Les plus célèbres se nomment Leni Riefenstahl, Veit Harlan, Erich Waschneck, Hans Steinhoff, Karl Ritter, ou encore Hans Bertram. Tous ces metteurs en scène font voeu d'allégeance au nazisme et à sa propagande pernicieuse. Leurs films sont évidemment axés sur un discours à la fois antisémite, nationaliste, patriotique, politique, historique et idéologique.
Pis, la plupart de ces productions obséquieuses se nimbent de la mention "inspirée d'un fait réel", soit une autre façon de détourner la réalité et de la rendre conforme à l'idéologie prégnante et dominante. Evidemment, Les Rothschilds, réalisé par Erich Waschneck en 1940, ne fait pas exception. En outre, le scénario du film s'inspirerait (un terme vraiment à minorer et à guillemeter) d'une famille qui s'est enrichie grâce aux guerres et aux victoires napoléoniennes durant le XVIIIe siècle.
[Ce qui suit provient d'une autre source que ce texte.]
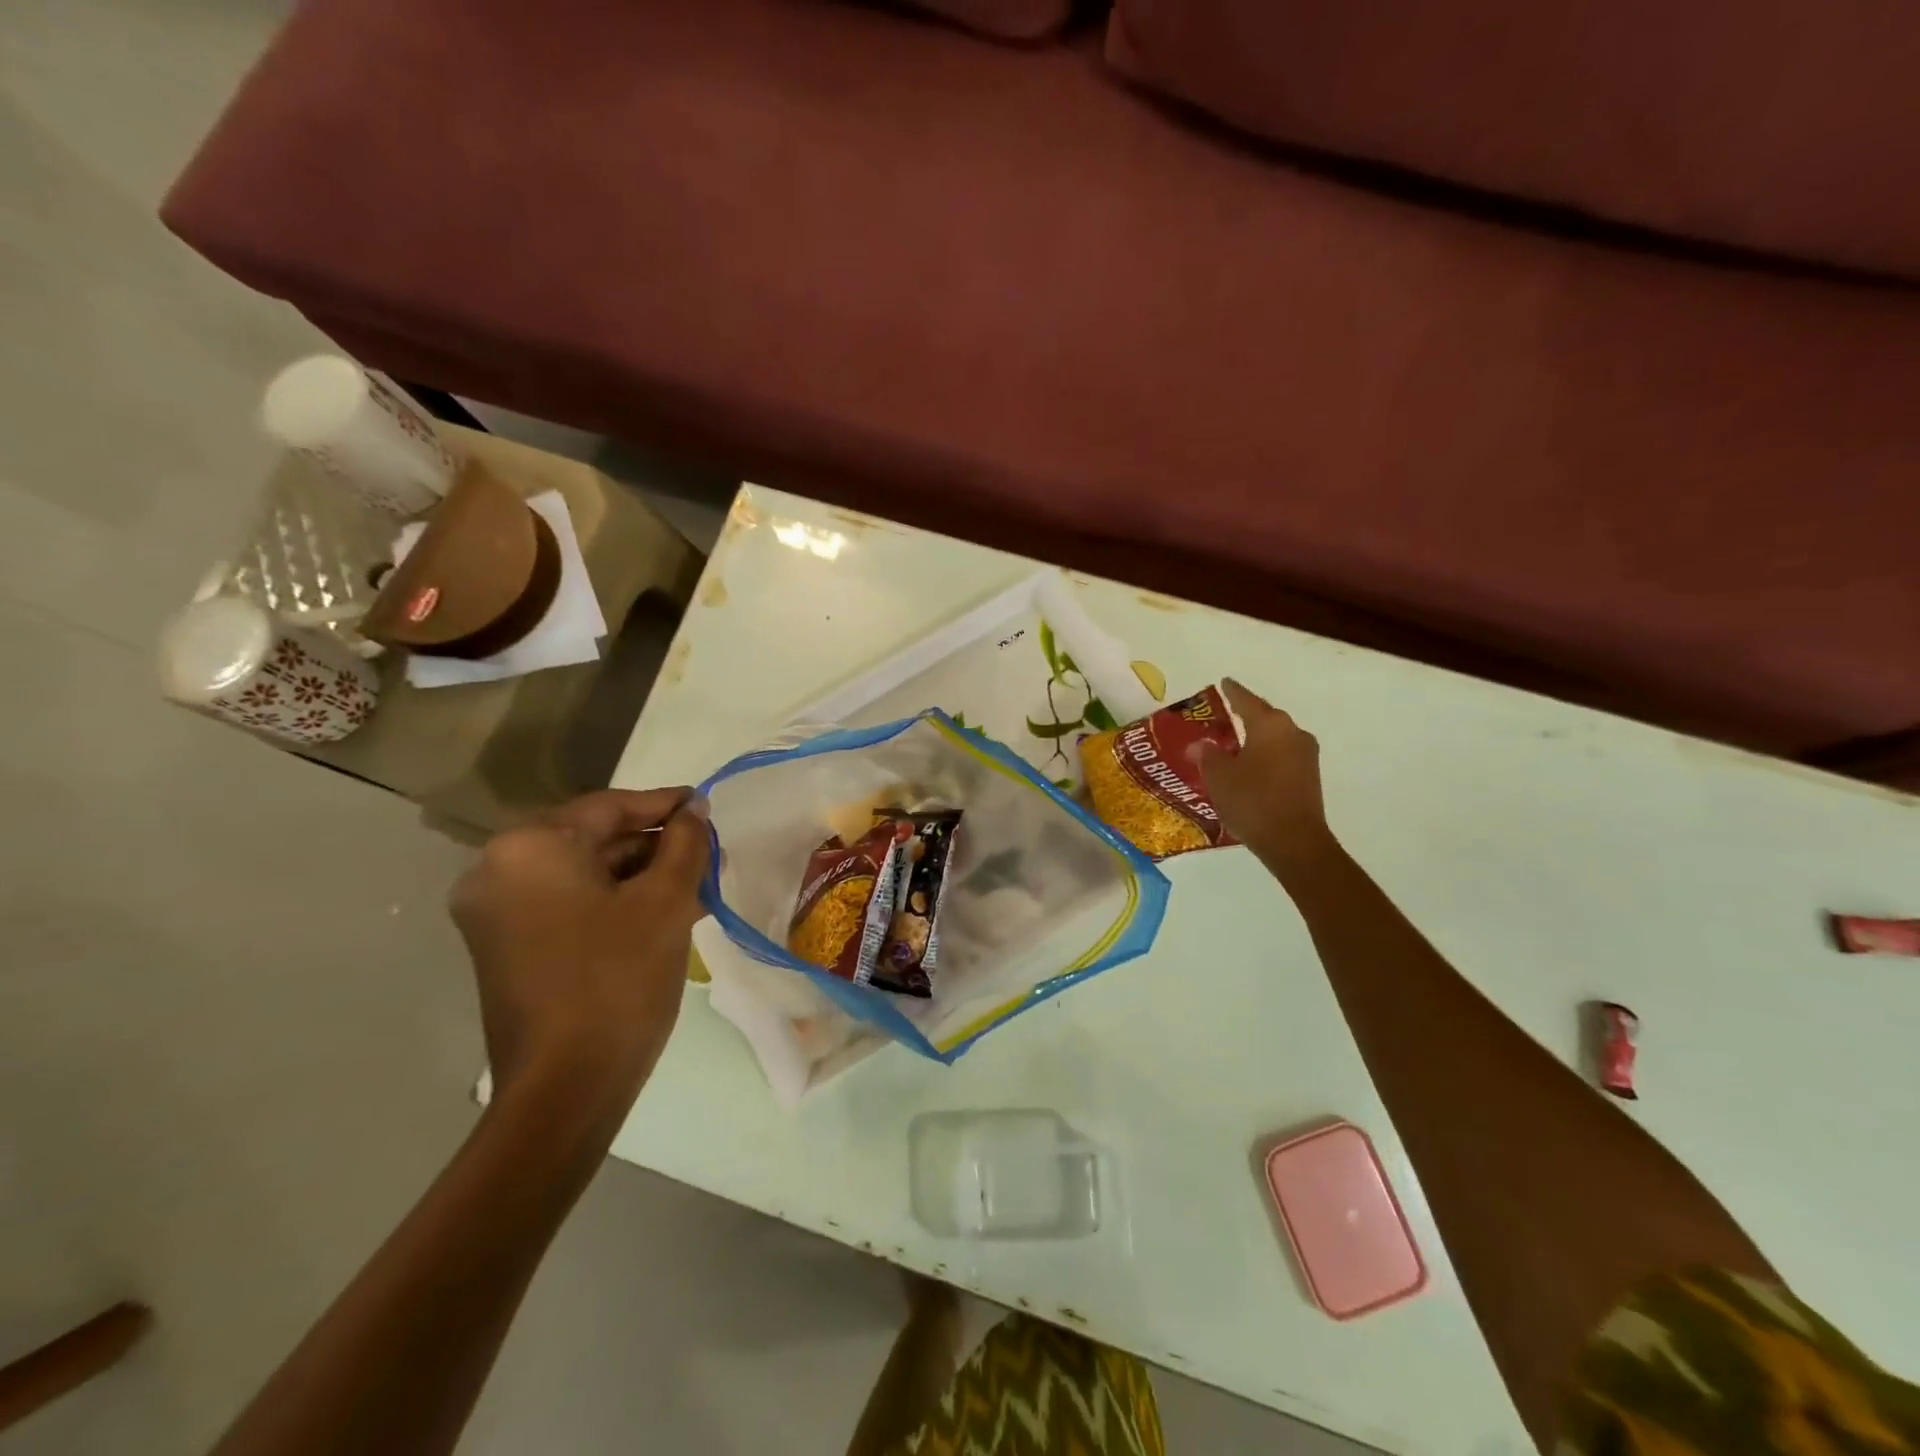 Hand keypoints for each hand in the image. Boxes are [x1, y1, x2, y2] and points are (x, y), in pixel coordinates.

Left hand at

La famille opulente est juive. De facto, le métrage prône un discours xénophobe, haineux et donc antisémite. A la fin de la Seconde Guerre Mondiale qui marque la chute puis le suicide d'Hitler, Les Rothschilds est voué à l'opprobre et aux gémonies. Il connaît le même sort que Le Juif Süss (Veit Harlan, 1940), souvent considéré comme l'oeuvre la plus antisémite de la propagande "nazillarde".
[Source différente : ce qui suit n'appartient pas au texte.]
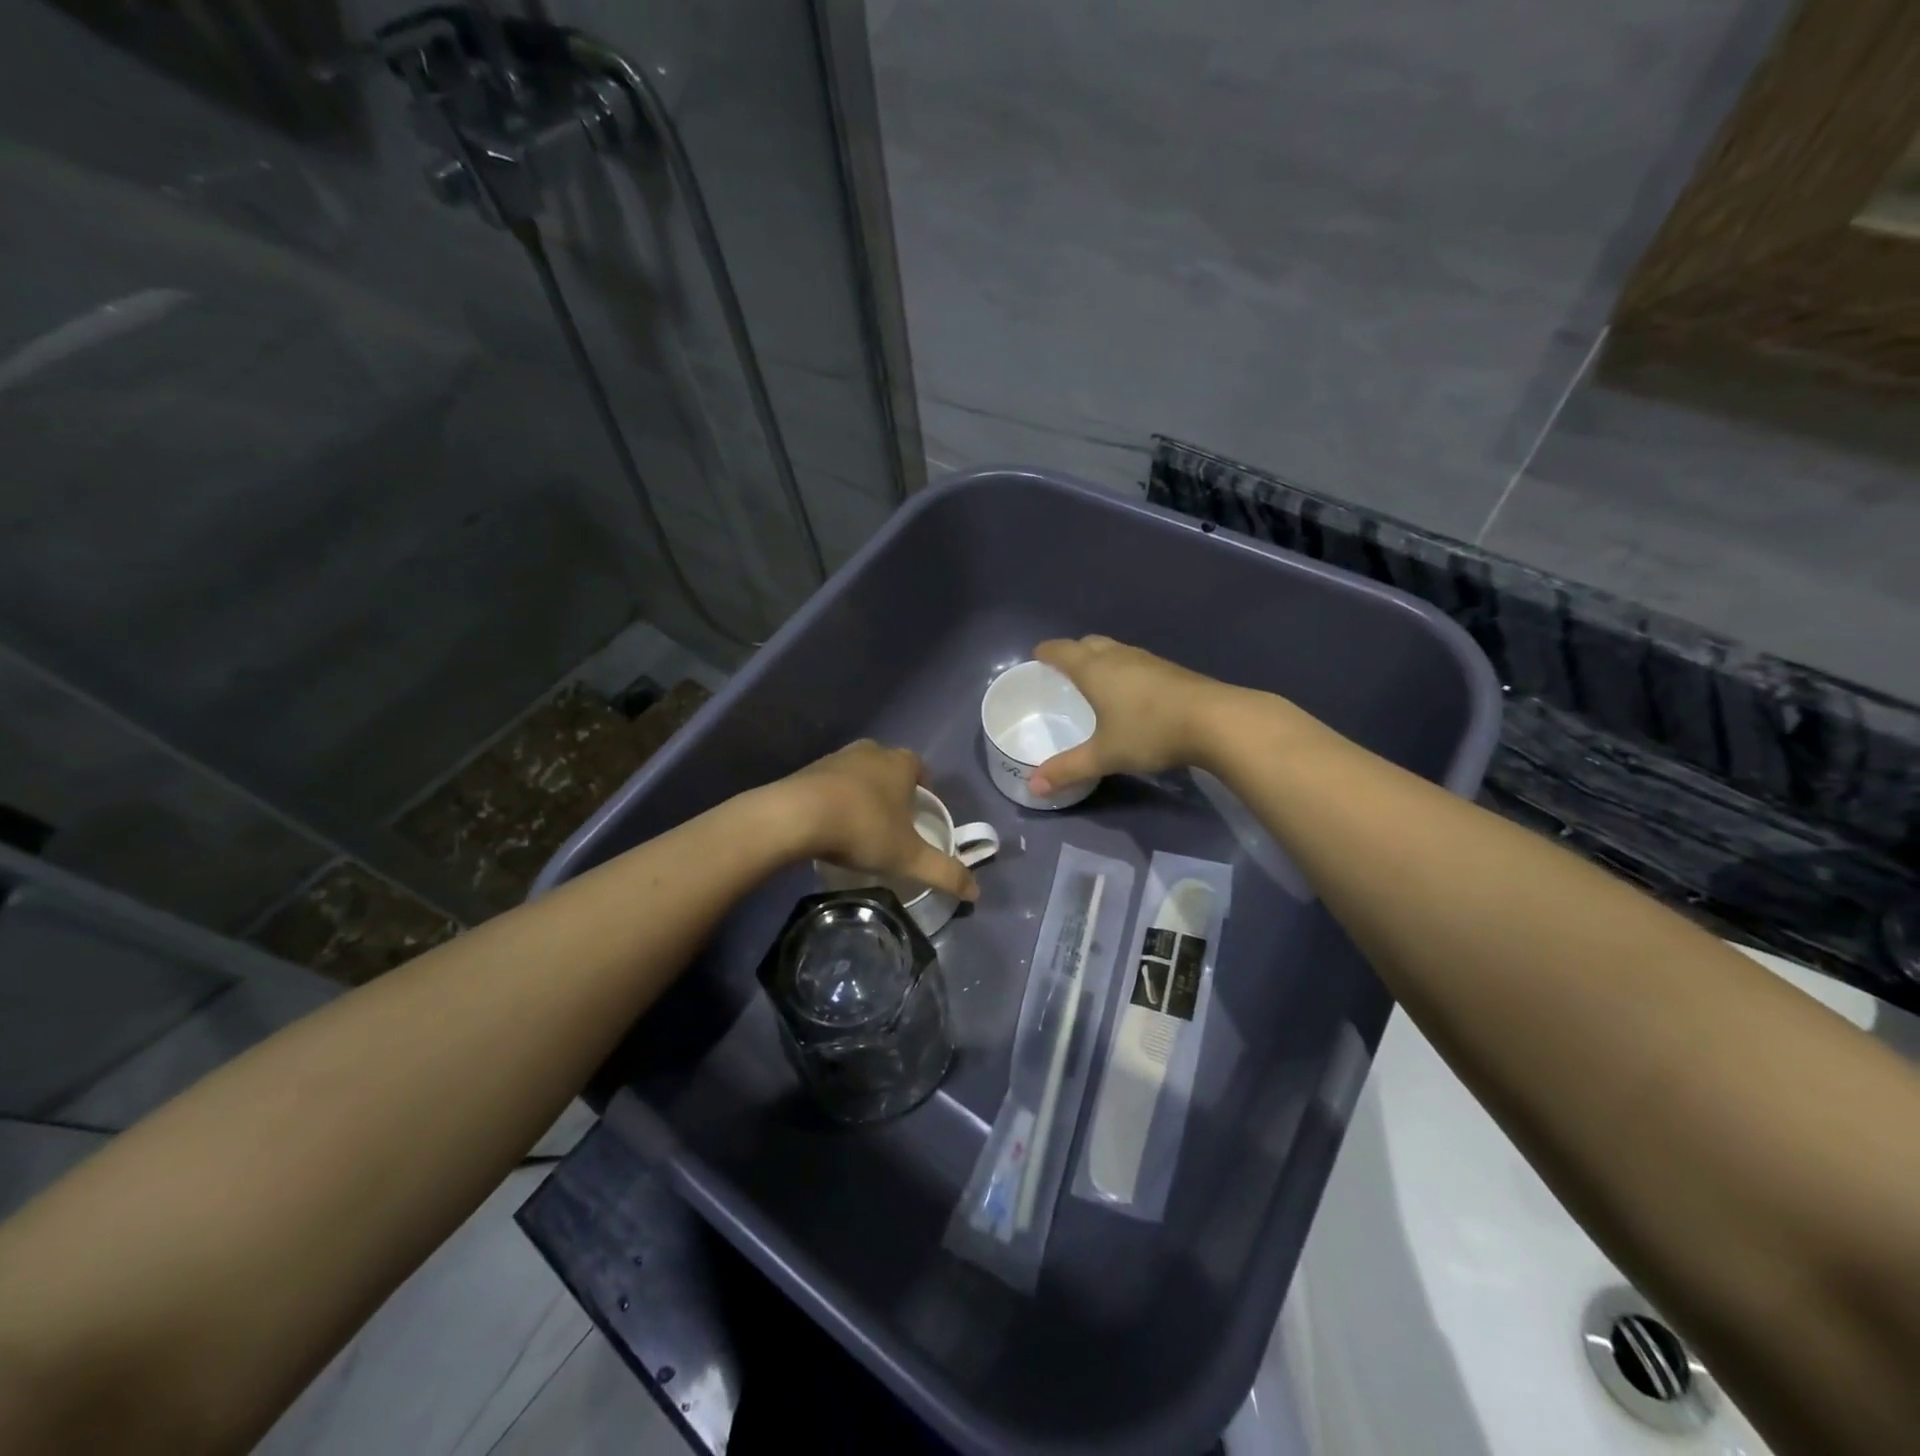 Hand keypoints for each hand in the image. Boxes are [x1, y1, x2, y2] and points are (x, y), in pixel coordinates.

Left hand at [778, 740, 978, 900]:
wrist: (796, 816)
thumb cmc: (863, 829)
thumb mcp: (908, 857)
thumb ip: (944, 872)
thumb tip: (977, 892)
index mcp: (900, 764)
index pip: (919, 767)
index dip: (922, 786)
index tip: (919, 810)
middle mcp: (871, 752)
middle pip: (888, 766)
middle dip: (892, 788)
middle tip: (892, 820)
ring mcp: (836, 758)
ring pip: (858, 772)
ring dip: (861, 792)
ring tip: (860, 825)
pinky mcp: (807, 770)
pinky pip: (829, 783)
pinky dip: (834, 798)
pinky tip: (830, 824)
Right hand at [1027, 636, 1231, 795]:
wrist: (1216, 721)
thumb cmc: (1149, 732)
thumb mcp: (1104, 755)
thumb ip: (1068, 769)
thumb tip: (1033, 787)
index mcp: (1095, 670)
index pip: (1062, 651)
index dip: (1047, 651)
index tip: (1037, 655)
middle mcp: (1120, 657)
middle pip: (1090, 643)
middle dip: (1074, 651)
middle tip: (1064, 669)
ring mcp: (1149, 661)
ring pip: (1116, 651)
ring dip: (1101, 659)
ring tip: (1095, 679)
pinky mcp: (1172, 671)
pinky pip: (1136, 662)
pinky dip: (1124, 670)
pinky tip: (1131, 693)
Les Rothschilds est interdit de diffusion en Allemagne, ainsi que dans l'ensemble des contrées occidentales. Même encore aujourd'hui, Les Rothschilds fait l'objet d'une farouche réprobation puisque le film est conservé précieusement sous scellés quelque part dans un conservatoire cinématographique en Allemagne. A l'instar de Le Juif Süss, le métrage est parfois diffusé lors de certaines congrégations intellectuelles avec pour vocation de débattre sur la nocuité de cette production acrimonieuse et propagandiste. Le débat reste encore d'une actualité étonnante et traduit cette incapacité de l'Allemagne à phagocyter les vieux démons du passé. En outre, il serait possible, selon certains contempteurs, que ce genre de pellicule puisse ressusciter la peste concentrationnaire, ainsi qu'une armada de "nazillons" belliqueux.
Quant à Erich Waschneck, le cinéaste appartenait à ses fervents admirateurs et laudateurs du régime nazi, auquel il se rallie en 1933.
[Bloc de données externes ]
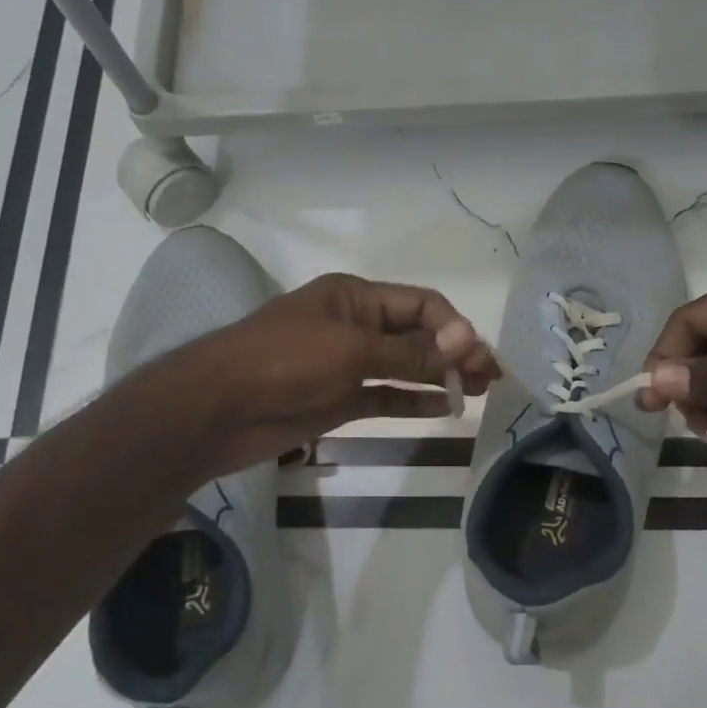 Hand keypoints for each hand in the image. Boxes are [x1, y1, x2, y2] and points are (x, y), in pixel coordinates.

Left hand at [169, 273, 500, 475]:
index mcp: (355, 297)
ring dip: (439, 377)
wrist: (217, 410)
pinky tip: (443, 409)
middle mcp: (355, 326)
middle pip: (416, 335)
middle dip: (453, 352)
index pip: (420, 305)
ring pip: (405, 368)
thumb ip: (410, 352)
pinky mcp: (339, 399)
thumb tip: (467, 338)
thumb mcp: (352, 351)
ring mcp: (347, 365)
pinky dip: (413, 402)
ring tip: (477, 392)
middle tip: (489, 378)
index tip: (477, 358)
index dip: (453, 328)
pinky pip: (386, 397)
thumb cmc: (284, 363) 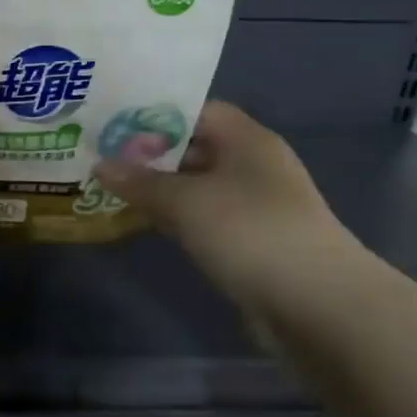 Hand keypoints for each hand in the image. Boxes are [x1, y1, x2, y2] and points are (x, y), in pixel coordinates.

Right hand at [94, 102, 366, 313]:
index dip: (154, 113)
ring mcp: (254, 205)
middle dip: (149, 152)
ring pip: (196, 185)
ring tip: (110, 186)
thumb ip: (140, 181)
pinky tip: (143, 221)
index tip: (112, 122)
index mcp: (246, 140)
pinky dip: (175, 216)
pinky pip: (203, 217)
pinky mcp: (250, 241)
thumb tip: (100, 165)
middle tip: (100, 154)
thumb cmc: (249, 232)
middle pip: (193, 146)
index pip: (195, 110)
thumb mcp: (185, 201)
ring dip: (159, 187)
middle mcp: (252, 165)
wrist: (316, 306)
Issu du cinéma muet, le metteur en scène fait partie de ces figures incontournables (hélas...) du cinéma de propagande. En l'occurrence, Les Rothschilds sera et restera son métrage (hélas) le plus proverbial. La chute du régime hitlérien mettra presque un terme définitif à sa carrière cinématographique. Selon certaines sources, Erich Waschneck ne tournera plus que deux films après la Seconde Guerre Mondiale et mourra dans l'oubli et l'indifférence en 1970, intrinsèquement relié à l'antisémitisme et à l'Holocauste fomenté par les nazis. Par conséquent, dire que Les Rothschilds est une oeuvre scandaleuse et polémique est un doux euphémisme ! Le rôle de Mayer Amschel Rothschild est tenu par un certain Erich Ponto, un acteur populaire en Allemagne.
Contrairement à Erich Waschneck, le comédien ne souffrira pas trop de ses accointances avec le régime hitlérien après la fin de la guerre.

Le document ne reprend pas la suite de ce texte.